Hyundai wins $30 in chip panel deals
Hyundai wins $30 in chip panel deals
SEOUL (AfP): South Korea's leading chip maker Hyundai
Electronics Industries Co. Ltd., said Monday that it had secured
about US$30 billion in overseas orders for microchips and flat
panel displays.
Hyundai said in a statement it would export Dynamic Random
Access Memory (DRAM) chips worth $22 billion to four major
international firms in deals spread over the next five years.
The four firms include such giants as International Businesss
Machines Corp. (IBM), Compaq Computer Corp. and Gateway Inc., it
said.
"The fourth DRAM chip importer asked us not to reveal its
name," a Hyundai spokesman told AFP.
The company also said it had recently secured deals to supply
Thin Film Transistor-Liquid Crystal Display (TFT-LCD) units worth
eight billion dollars to four other foreign firms over five years
from 2000.
Hyundai is also negotiating similar deals for DRAM exports
worth $15 billion to other firms, he said, but declined to reveal
their names.
Kim Yong-Hwan, president of Hyundai Electronics, told
reporters the deals were in their final stages and that he
expected them to be finalized by early December.
He added that the amount of DRAM chips to be exported in the
new deals far exceeded the previous combined exports of Hyundai
Electronics and LG Semicon Co., which merged earlier this year.
"The five-year DRAM export contracts mean a lot (to Hyundai
Electronics) in that the big chip importers see prospects for the
integrated electronics firm as very bright," Kim said.
Hyundai Electronics said it had a 20.8 percent stake in the
global market as of the end of last year. It says it is the
nation's number one DRAM maker in terms of chip-production
capacity.
Hyundai plans to expand its annual TFT-LCD production
capability from 500,000 units to 1.8 million units in 2000, and
three million units in 2001, the statement said.

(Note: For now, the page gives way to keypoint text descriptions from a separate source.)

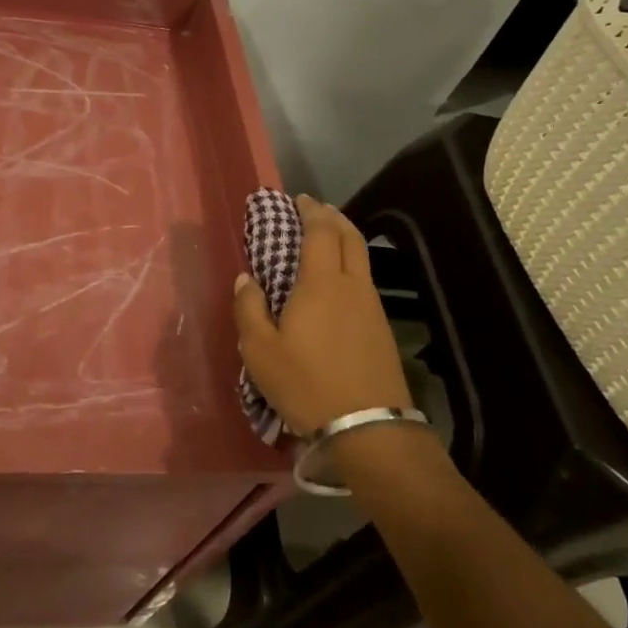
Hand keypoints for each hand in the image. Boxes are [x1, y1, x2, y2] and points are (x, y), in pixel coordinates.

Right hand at [234, 194, 412, 436]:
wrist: (367, 426)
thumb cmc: (306, 383)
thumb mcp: (260, 350)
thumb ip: (249, 309)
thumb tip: (246, 278)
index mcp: (321, 283)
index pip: (321, 232)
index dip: (310, 211)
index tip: (299, 200)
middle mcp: (352, 285)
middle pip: (350, 236)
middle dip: (333, 217)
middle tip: (315, 211)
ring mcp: (372, 306)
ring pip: (362, 258)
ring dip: (344, 240)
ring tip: (325, 241)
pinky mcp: (382, 328)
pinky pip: (365, 281)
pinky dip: (351, 266)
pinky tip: (338, 283)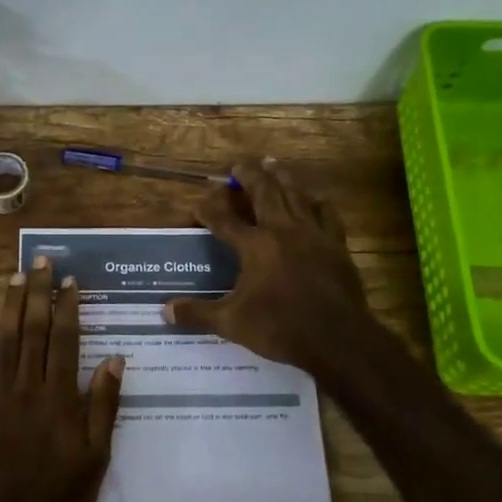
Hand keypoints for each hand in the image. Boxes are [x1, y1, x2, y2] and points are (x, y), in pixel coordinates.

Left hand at [0, 258, 124, 501]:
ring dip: (8, 307)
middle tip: (39, 262)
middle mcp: (27, 389)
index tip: (69, 280)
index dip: (66, 307)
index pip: (64, 339)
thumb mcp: (98, 455)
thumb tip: (114, 358)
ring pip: (2, 342)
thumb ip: (104, 405)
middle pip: (31, 330)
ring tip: (14, 278)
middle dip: (36, 293)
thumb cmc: (63, 497)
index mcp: (60, 398)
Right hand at [167, 158, 373, 372]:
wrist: (336, 338)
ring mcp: (313, 234)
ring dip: (281, 176)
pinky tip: (316, 199)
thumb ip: (198, 313)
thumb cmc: (280, 328)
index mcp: (255, 246)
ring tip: (272, 162)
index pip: (224, 220)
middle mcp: (282, 230)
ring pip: (295, 194)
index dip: (209, 209)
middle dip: (248, 176)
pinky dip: (318, 203)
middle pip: (264, 193)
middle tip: (238, 165)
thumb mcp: (231, 323)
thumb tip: (165, 310)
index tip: (198, 202)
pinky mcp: (336, 245)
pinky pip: (327, 214)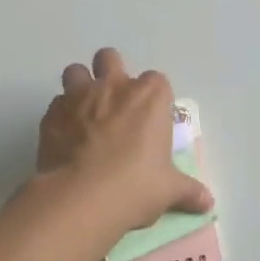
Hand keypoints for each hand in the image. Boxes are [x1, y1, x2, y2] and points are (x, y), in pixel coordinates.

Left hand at [37, 49, 214, 229]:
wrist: (80, 198)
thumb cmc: (135, 187)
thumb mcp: (168, 191)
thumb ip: (188, 191)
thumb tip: (207, 202)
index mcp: (149, 98)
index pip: (157, 82)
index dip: (154, 98)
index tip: (152, 119)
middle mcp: (113, 87)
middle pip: (110, 58)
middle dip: (111, 72)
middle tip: (114, 104)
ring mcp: (78, 97)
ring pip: (76, 71)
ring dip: (80, 86)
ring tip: (84, 113)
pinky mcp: (51, 115)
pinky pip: (56, 104)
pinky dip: (61, 115)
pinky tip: (65, 138)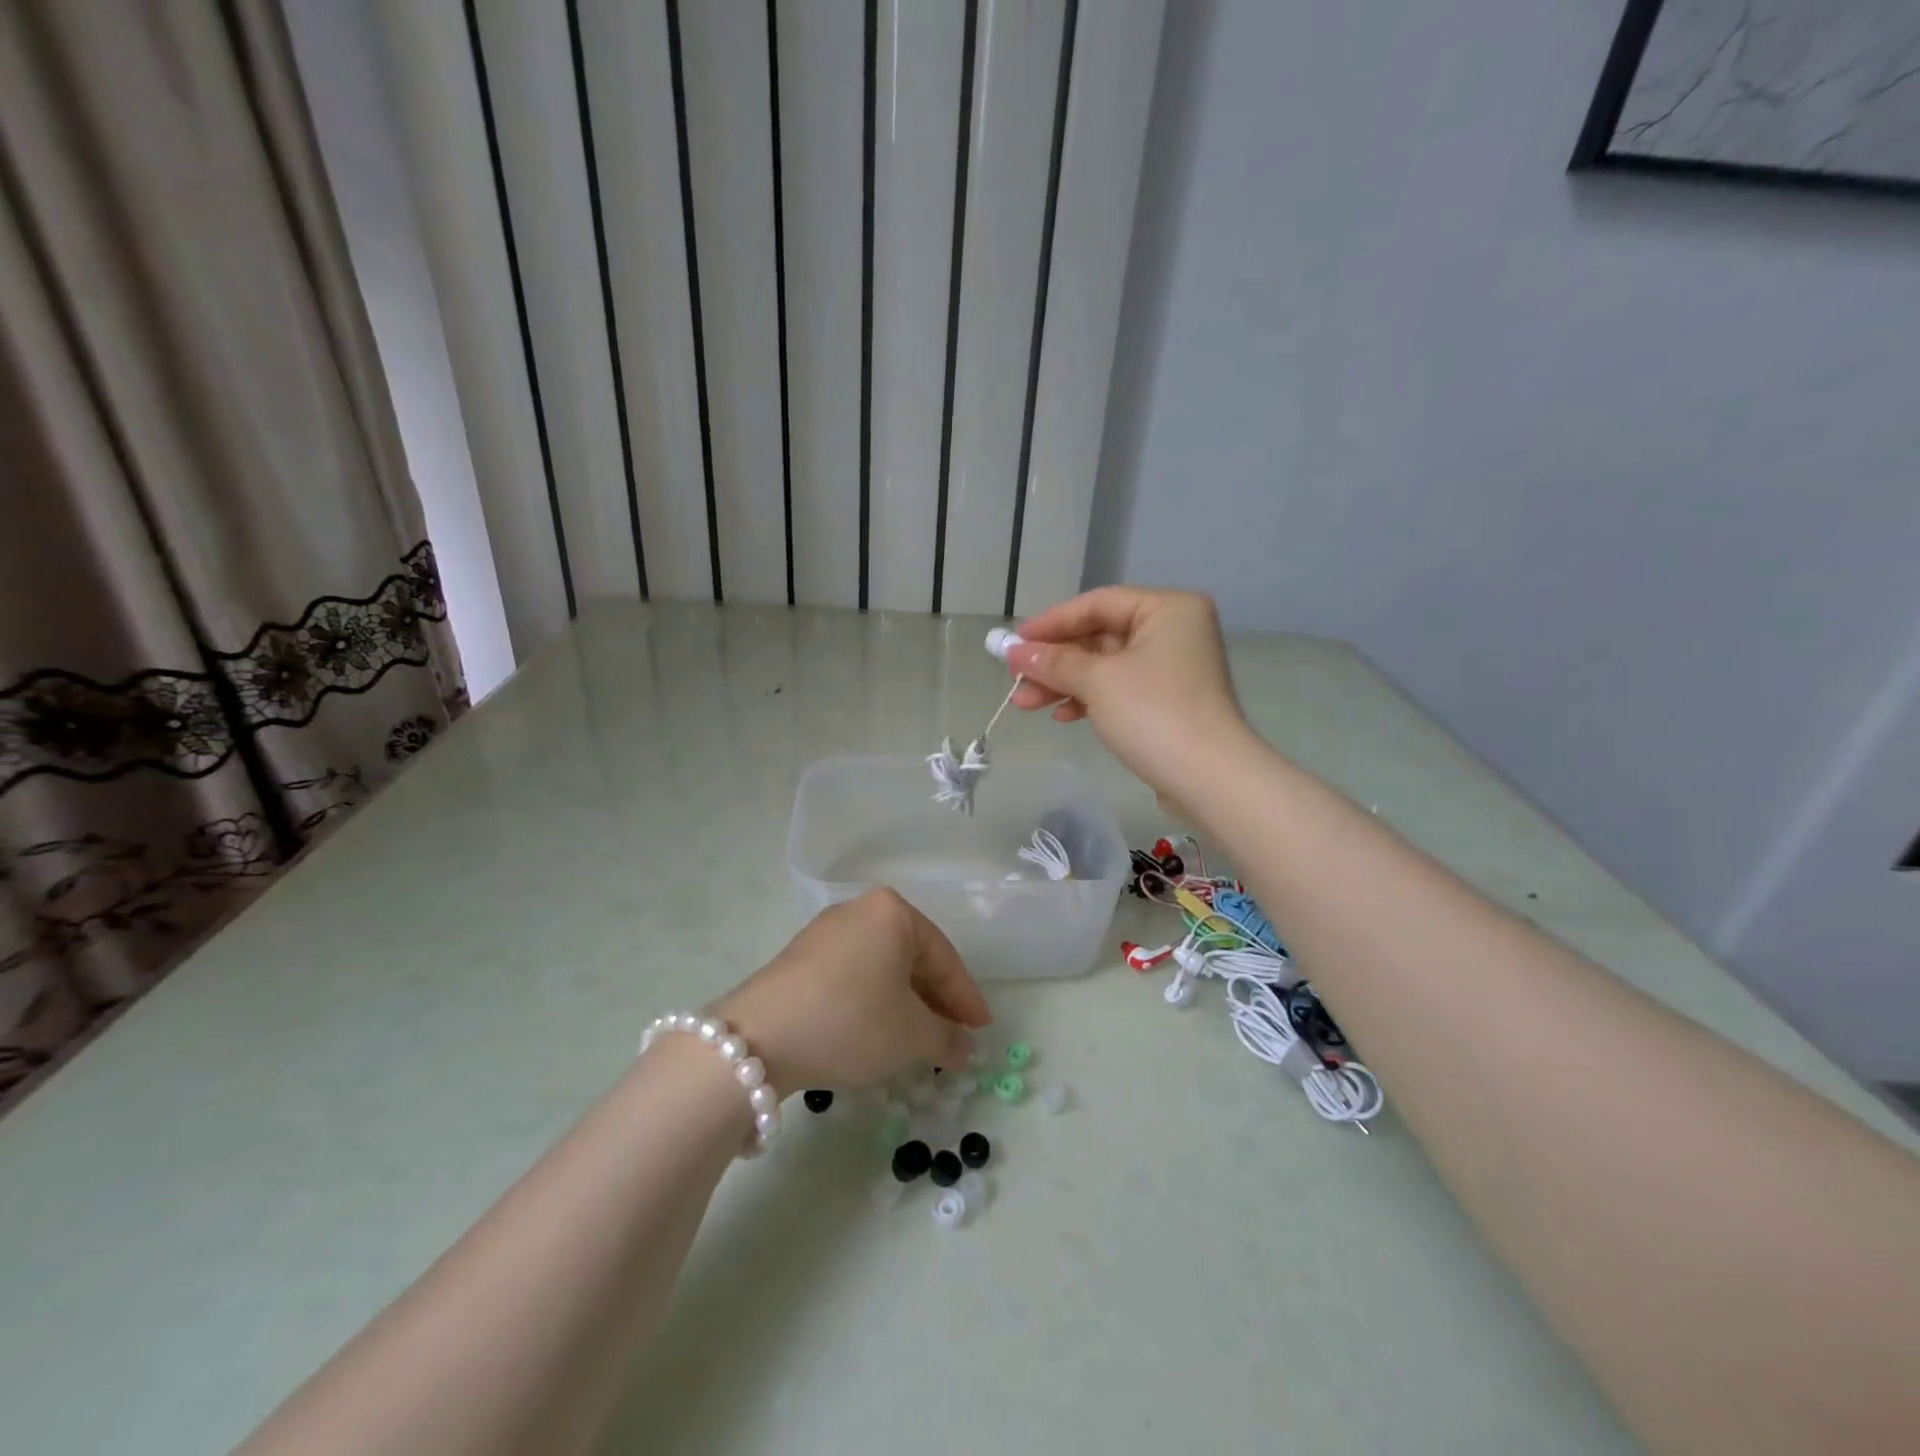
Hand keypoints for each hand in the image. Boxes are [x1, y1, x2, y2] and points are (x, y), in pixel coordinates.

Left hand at [714, 889, 991, 1092]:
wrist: (759, 1038)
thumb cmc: (851, 1021)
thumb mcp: (911, 1035)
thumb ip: (947, 1038)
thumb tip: (964, 1047)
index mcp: (892, 912)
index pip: (944, 957)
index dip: (966, 999)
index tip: (983, 1030)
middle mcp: (859, 910)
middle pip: (913, 958)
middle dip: (935, 1001)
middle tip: (954, 1038)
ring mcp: (826, 932)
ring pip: (882, 969)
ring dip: (904, 1005)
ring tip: (918, 1041)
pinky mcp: (801, 958)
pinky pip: (853, 976)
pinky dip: (873, 1002)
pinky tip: (877, 1033)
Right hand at [1005, 587, 1251, 800]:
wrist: (1209, 780)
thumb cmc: (1154, 714)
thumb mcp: (1098, 682)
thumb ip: (1054, 662)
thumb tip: (1014, 652)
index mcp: (1168, 609)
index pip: (1098, 604)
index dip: (1052, 622)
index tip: (1015, 642)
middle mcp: (1174, 630)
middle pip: (1100, 635)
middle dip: (1055, 660)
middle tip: (1015, 677)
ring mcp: (1172, 668)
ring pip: (1105, 666)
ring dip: (1064, 683)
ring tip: (1024, 703)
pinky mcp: (1167, 701)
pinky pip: (1118, 689)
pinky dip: (1088, 699)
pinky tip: (1062, 716)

The firm posted a net loss of 125 billion won ($104 million)
for the six months to June.
But Hyundai said in the statement that it expects to post a
"considerable amount" of net profit for this year and a "large-
scale" net profit for next year on the back of synergy from its
merger with the former LG Semicon Co.
The South Korean electronics giant has pledged to cut the
debt-to-equity ratio of its integrated semiconductor unit to 200
percent by the end of the year from 350 percent.